Baghdad Journal of Biochemistry and Applied Biological Sciences 2025 Score: 48 ? 0–100 AI score estimating relevance to the microplastics field. Papers below 30 are filtered from public browse.
Khadija A. Sahan, Zahraa A. Sahan

Summary

This computational study used molecular design to identify chemical structures capable of adsorbing microplastic-associated compounds that cause DNA damage, proposing designed molecules as potential protective agents against microplastic-driven genotoxicity and cancer risk.
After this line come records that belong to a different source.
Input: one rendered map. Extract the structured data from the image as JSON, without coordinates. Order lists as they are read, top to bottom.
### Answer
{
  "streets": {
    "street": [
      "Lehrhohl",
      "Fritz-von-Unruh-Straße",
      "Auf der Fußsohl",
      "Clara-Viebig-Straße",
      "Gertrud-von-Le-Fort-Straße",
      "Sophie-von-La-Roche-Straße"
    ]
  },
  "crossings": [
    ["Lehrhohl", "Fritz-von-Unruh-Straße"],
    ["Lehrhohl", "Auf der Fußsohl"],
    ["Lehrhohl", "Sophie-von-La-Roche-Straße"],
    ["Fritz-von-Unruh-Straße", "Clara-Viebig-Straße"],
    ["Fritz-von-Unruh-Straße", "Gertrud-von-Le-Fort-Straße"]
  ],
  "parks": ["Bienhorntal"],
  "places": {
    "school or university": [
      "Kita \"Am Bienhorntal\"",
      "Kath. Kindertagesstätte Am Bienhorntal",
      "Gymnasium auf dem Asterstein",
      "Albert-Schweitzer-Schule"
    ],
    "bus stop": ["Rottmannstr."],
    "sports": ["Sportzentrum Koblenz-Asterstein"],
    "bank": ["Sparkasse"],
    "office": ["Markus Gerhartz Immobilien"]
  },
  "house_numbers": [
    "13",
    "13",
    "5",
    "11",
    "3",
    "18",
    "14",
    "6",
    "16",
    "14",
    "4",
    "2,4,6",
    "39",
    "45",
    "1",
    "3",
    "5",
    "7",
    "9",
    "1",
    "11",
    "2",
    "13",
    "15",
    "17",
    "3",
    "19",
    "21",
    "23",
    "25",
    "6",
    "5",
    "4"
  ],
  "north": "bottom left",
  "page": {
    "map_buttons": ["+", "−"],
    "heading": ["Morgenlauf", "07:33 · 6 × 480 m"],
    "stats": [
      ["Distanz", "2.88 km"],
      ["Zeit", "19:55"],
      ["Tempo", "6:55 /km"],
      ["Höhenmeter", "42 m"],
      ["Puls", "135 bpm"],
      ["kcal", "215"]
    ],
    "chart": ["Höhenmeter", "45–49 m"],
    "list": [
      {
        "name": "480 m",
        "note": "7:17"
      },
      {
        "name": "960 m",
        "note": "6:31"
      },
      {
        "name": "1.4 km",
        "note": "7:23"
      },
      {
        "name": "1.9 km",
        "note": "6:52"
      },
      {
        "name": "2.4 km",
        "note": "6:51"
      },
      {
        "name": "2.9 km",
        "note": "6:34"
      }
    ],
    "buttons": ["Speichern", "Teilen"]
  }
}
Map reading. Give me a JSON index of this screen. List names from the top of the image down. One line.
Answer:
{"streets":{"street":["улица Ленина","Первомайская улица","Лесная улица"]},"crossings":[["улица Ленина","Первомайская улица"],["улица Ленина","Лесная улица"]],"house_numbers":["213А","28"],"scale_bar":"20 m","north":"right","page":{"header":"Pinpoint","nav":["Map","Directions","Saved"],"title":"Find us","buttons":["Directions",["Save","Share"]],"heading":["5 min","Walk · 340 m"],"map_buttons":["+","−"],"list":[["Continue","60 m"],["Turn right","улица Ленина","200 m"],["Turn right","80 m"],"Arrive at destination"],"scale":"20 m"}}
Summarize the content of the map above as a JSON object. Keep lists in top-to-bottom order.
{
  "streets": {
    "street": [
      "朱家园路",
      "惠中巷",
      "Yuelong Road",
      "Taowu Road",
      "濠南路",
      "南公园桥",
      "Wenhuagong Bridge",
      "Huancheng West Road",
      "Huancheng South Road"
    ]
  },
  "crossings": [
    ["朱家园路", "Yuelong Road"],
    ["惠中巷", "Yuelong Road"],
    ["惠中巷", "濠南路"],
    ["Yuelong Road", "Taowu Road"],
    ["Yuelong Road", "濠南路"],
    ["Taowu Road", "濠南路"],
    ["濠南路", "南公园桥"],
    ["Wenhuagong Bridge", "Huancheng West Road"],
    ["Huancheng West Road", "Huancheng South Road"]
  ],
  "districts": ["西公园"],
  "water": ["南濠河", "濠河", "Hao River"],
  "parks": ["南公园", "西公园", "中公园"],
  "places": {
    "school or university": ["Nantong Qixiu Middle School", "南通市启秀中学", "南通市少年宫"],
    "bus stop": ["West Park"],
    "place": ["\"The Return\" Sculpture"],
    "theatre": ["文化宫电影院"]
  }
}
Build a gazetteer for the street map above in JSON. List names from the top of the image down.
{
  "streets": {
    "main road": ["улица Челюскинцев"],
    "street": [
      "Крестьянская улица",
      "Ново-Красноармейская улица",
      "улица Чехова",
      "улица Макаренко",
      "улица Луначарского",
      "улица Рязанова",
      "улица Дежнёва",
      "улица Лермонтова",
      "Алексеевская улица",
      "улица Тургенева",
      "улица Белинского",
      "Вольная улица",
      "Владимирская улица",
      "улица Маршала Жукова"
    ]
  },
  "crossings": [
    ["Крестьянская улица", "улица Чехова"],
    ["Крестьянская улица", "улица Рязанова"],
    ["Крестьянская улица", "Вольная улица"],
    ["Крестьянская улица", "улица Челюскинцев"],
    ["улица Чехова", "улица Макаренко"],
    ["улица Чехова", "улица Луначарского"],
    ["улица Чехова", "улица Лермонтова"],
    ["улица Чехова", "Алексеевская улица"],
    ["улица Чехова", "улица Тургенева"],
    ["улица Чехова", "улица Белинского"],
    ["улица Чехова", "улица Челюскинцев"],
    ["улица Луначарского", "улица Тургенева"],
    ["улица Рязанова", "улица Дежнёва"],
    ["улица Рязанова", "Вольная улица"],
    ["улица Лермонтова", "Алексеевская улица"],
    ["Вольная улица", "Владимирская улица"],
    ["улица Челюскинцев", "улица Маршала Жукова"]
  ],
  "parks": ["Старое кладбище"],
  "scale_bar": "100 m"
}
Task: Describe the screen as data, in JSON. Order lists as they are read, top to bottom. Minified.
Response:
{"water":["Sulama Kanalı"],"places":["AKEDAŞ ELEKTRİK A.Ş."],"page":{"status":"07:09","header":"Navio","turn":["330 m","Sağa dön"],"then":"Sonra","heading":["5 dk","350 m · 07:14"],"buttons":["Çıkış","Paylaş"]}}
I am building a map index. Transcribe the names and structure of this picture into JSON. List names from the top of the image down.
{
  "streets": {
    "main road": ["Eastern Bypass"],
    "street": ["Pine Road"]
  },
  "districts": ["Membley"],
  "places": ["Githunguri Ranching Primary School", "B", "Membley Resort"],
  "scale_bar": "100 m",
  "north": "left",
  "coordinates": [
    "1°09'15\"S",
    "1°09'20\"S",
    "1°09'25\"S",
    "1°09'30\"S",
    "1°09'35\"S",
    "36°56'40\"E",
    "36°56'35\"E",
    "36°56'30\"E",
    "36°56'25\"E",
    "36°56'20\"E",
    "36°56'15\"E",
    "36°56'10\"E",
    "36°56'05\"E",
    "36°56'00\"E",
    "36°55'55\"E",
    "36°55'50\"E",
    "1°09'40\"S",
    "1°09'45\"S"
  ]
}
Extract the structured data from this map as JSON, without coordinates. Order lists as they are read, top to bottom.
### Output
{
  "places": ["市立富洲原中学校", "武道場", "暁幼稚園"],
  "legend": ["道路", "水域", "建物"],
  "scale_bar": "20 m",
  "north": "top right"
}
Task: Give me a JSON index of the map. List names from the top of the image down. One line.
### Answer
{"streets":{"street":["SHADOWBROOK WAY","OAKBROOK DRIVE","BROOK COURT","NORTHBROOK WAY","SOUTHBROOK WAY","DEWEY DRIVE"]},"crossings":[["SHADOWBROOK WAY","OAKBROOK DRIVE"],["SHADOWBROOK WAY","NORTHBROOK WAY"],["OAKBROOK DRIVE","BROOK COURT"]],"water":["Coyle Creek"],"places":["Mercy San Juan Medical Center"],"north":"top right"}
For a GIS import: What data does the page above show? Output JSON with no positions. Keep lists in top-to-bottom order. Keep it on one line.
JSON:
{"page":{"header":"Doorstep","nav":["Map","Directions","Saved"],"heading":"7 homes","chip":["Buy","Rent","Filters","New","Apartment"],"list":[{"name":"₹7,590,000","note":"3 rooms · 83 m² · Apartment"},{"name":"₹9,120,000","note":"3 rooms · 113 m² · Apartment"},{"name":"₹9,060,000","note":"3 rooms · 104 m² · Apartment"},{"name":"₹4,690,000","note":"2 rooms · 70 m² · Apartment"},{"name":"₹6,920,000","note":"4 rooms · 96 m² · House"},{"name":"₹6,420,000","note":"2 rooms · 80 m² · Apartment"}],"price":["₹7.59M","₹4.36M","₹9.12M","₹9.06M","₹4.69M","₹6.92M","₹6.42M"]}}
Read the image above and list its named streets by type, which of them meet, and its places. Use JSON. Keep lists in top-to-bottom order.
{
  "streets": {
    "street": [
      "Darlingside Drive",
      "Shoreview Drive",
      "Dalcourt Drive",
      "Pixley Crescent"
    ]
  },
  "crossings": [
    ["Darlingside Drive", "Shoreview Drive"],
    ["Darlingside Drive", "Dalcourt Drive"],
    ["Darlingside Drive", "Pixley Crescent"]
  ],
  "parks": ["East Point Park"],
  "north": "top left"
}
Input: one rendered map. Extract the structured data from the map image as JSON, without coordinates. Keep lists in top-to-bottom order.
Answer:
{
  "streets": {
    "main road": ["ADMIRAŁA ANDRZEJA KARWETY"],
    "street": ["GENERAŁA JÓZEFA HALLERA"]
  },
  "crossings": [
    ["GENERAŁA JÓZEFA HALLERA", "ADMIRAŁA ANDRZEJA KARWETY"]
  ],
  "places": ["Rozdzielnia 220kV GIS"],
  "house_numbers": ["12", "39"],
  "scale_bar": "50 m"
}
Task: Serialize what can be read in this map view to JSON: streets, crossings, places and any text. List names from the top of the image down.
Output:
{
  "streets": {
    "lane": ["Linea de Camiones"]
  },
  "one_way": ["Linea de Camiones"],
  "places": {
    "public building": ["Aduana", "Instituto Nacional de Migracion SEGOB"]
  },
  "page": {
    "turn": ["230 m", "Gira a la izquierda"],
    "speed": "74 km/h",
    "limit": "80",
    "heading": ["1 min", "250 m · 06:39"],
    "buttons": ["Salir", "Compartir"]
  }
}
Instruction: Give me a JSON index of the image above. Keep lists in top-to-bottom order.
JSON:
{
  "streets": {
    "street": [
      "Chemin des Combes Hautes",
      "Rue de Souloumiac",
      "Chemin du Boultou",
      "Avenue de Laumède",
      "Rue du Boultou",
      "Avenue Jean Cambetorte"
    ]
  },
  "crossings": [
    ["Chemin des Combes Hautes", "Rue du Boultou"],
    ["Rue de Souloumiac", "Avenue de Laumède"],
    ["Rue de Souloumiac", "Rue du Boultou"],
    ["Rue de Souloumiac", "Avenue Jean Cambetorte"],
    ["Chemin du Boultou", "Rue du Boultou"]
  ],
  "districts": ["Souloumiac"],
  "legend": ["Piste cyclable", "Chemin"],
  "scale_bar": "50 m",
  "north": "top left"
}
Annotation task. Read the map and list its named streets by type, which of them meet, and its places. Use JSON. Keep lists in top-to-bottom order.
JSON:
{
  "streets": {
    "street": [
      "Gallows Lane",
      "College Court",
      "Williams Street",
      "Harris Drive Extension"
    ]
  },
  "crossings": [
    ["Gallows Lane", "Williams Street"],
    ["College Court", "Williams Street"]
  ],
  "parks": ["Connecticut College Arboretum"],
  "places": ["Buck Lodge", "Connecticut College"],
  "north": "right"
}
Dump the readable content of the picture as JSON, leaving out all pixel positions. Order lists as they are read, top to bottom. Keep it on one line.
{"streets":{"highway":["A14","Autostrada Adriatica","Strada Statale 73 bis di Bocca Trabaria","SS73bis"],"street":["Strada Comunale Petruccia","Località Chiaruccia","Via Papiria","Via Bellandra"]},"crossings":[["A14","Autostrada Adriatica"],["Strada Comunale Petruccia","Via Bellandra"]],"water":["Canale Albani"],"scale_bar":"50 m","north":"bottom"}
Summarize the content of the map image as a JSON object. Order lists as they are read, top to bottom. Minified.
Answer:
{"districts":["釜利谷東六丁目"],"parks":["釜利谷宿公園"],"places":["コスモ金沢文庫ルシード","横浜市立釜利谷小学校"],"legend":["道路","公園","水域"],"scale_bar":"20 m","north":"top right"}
Cancer development is driven by uncontrolled cellular proliferation resulting from the accumulation of genetic mutations. One of the most well-studied mechanisms behind these mutations is DNA damage. Cellular DNA is under constant threat of damage by exogenous and endogenous sources. Microplastics are one of these exogenous sources and characterized by their small size and high surface-area-to-volume ratio, have the ability to interact strongly with biological systems, leading to cytotoxicity, cell damage, and DNA mutations that increase cancer risk. Microplastics uptake and subsequent bioaccumulation in the human body are increasingly considered to negatively impact the body’s usual mechanisms of damage repair, with resultant increases in apoptosis, necrosis, inflammation, oxidative stress, and aberrant immune responses. In this study we tried to Design a compound for the efficient absorption of microplastics by the use of PubChem, Avogadro, PyMOL, and SWISSADME. A general approach to designing such a compound include: 1. Targeting and Binding Microplastics. 2. Biocompatibility. 3. Efficient Elimination. 4. Delivery Mechanism. We found that modified chitosan could be the best compounds for microplastics adsorption from human body. PubChem was used to obtain the Chitosan chemical structure (C56H103N9O39) M.wt: 1526.5 g/mol. Avogadro was used for Chitosan fragmentation in to smaller pieces to increase solubility, permeability through cellular membrane and enhance activity. PyMOL was used to check out the 3D structure and its functional groups. SWISSADME was applied to analyze GI absorption, skin permeation, bioavailability, and the level of compliance with Lipinski rules of 5. This research highlights the potential of chitosan-based compounds as a prevention strategy for mitigating microplastic-induced carcinogenesis.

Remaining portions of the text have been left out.